---------- Data supplied ----------

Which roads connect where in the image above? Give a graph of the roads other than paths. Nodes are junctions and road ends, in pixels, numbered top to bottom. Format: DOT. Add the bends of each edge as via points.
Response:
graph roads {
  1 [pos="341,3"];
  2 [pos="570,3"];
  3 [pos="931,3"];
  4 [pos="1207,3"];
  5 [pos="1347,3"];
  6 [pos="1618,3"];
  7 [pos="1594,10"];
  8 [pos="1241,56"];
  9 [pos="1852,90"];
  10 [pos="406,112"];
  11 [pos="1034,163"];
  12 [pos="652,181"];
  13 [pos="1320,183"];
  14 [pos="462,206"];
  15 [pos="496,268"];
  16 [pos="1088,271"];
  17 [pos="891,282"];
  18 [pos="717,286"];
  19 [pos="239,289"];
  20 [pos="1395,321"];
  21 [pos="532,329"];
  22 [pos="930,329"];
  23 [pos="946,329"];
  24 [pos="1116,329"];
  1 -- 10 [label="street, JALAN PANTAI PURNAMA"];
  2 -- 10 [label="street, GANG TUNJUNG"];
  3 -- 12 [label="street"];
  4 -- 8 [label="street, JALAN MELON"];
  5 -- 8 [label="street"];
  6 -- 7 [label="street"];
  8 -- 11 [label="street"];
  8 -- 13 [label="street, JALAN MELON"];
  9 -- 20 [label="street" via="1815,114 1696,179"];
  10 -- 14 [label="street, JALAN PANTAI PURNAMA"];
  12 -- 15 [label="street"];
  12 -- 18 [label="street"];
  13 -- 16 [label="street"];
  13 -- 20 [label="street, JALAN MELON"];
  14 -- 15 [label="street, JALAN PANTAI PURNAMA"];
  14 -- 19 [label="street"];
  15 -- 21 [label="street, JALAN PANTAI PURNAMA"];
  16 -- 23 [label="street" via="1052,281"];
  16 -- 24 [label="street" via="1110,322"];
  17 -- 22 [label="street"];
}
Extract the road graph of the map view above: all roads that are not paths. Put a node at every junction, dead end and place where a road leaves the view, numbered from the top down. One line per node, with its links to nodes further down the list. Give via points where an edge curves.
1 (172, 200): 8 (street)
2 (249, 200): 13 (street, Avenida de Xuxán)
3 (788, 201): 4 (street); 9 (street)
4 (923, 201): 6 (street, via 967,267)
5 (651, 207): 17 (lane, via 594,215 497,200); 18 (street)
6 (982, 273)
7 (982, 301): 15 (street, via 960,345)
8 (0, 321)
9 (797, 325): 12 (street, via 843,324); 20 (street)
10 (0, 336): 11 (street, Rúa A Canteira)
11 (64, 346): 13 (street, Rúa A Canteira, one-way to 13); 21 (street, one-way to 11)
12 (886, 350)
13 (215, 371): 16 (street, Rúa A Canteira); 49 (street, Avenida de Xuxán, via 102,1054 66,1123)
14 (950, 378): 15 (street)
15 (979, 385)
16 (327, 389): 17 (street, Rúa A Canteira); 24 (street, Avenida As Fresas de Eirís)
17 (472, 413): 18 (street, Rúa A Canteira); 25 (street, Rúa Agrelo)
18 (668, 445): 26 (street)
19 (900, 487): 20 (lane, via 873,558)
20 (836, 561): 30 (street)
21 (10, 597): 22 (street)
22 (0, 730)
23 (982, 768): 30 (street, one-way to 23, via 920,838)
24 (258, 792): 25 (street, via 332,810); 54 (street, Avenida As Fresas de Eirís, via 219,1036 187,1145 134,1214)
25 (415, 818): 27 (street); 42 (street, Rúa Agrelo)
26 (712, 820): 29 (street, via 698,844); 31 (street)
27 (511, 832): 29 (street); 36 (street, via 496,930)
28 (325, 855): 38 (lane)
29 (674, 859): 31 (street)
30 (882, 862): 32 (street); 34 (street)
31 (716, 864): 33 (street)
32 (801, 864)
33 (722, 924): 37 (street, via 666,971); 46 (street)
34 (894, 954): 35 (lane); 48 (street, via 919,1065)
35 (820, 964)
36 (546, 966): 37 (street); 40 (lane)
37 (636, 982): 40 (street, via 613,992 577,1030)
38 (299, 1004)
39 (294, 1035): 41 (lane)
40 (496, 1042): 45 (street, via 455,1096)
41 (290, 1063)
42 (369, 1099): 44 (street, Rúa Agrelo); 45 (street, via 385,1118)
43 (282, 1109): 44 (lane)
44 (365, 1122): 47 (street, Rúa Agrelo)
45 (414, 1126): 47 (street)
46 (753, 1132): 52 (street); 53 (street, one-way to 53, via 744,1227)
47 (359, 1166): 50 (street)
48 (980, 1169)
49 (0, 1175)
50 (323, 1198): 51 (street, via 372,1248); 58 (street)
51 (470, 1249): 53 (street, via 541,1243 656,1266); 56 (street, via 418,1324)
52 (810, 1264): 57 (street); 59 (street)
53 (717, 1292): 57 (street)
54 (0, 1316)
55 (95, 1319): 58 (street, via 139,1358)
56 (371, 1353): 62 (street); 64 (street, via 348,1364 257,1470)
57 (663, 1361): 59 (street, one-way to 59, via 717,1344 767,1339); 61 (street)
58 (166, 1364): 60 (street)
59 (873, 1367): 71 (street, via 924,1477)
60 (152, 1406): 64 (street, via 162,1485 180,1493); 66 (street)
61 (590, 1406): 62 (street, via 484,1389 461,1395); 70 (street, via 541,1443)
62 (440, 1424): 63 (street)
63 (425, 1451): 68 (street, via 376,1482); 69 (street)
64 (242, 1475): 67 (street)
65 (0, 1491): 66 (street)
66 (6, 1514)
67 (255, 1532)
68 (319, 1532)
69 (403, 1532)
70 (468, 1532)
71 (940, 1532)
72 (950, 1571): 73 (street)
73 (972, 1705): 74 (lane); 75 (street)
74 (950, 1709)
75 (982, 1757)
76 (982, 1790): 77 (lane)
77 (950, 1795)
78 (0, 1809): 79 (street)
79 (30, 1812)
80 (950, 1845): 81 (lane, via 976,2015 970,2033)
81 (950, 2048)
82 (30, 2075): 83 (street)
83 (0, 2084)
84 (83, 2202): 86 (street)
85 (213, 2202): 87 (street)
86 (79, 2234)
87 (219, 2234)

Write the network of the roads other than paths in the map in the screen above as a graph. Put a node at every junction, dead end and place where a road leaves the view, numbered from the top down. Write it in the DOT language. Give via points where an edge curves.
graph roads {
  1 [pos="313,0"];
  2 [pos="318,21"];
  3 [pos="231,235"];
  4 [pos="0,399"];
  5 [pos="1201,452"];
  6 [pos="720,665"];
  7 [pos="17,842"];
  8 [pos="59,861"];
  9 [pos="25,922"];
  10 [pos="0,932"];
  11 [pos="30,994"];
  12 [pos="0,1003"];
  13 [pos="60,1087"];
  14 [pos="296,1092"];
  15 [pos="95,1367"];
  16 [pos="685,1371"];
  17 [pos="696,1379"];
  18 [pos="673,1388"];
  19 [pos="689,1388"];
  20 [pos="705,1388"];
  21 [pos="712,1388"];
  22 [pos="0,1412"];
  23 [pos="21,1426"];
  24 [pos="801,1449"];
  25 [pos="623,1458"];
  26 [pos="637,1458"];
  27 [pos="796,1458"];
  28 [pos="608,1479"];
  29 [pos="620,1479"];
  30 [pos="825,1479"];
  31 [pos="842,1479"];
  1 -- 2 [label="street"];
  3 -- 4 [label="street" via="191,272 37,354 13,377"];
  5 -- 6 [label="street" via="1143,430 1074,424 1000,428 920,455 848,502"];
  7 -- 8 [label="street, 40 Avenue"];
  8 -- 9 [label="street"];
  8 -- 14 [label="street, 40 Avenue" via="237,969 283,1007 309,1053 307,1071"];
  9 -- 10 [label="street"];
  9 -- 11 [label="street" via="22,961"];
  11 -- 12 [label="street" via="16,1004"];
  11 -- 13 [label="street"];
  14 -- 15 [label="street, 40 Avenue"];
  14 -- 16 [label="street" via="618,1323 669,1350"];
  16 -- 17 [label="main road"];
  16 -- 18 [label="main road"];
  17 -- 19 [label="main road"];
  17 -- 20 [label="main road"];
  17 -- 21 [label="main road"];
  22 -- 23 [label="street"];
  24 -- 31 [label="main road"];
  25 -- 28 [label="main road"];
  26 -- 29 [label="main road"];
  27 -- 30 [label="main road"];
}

----------

**What the task asks:**
Copy the line containing "Write the network" and every line after it, through the last line of the records. Include nothing else.

**Result of the task:**
Write the network of the roads other than paths in the map in the screen above as a graph. Put a node at every junction, dead end and place where a road leaves the view, numbered from the top down. Write it in the DOT language. Give via points where an edge curves.
graph roads {
  1 [pos="313,0"];
  2 [pos="318,21"];
  3 [pos="231,235"];
  4 [pos="0,399"];
  5 [pos="1201,452"];
  6 [pos="720,665"];
  7 [pos="17,842"];
  8 [pos="59,861"];
  9 [pos="25,922"];
  10 [pos="0,932"];
  11 [pos="30,994"];
  12 [pos="0,1003"];
  13 [pos="60,1087"];
  14 [pos="296,1092"];
  15 [pos="95,1367"];
  16 [pos="685,1371"];
  17 [pos="696,1379"];
  18 [pos="673,1388"];
  19 [pos="689,1388"];
  20 [pos="705,1388"];
  21 [pos="712,1388"];
  22 [pos="0,1412"];
  23 [pos="21,1426"];
  24 [pos="801,1449"];
  25 [pos="623,1458"];
  26 [pos="637,1458"];
  27 [pos="796,1458"];
  28 [pos="608,1479"];
  29 [pos="620,1479"];
  30 [pos="825,1479"];
  31 [pos="842,1479"];
  1 -- 2 [label="street"];
  3 -- 4 [label="street" via="191,272 37,354 13,377"];
  5 -- 6 [label="street" via="1143,430 1074,424 1000,428 920,455 848,502"];
  7 -- 8 [label="street, 40 Avenue"];
  8 -- 9 [label="street"];
  8 -- 14 [label="street, 40 Avenue" via="237,969 283,1007 309,1053 307,1071"];
  9 -- 10 [label="street"];
  9 -- 11 [label="street" via="22,961"];
  11 -- 12 [label="street" via="16,1004"];
  11 -- 13 [label="street"];
  14 -- 15 [label="street, 40 Avenue"];
  14 -- 16 [label="street" via="618,1323 669,1350"];
  16 -- 17 [label="main road"];
  16 -- 18 [label="main road"];
  17 -- 19 [label="main road"];
  17 -- 20 [label="main road"];
  17 -- 21 [label="main road"];
  22 -- 23 [label="street"];
  24 -- 31 [label="main road"];
  25 -- 28 [label="main road"];
  26 -- 29 [label="main road"];
  27 -- 30 [label="main road"];
}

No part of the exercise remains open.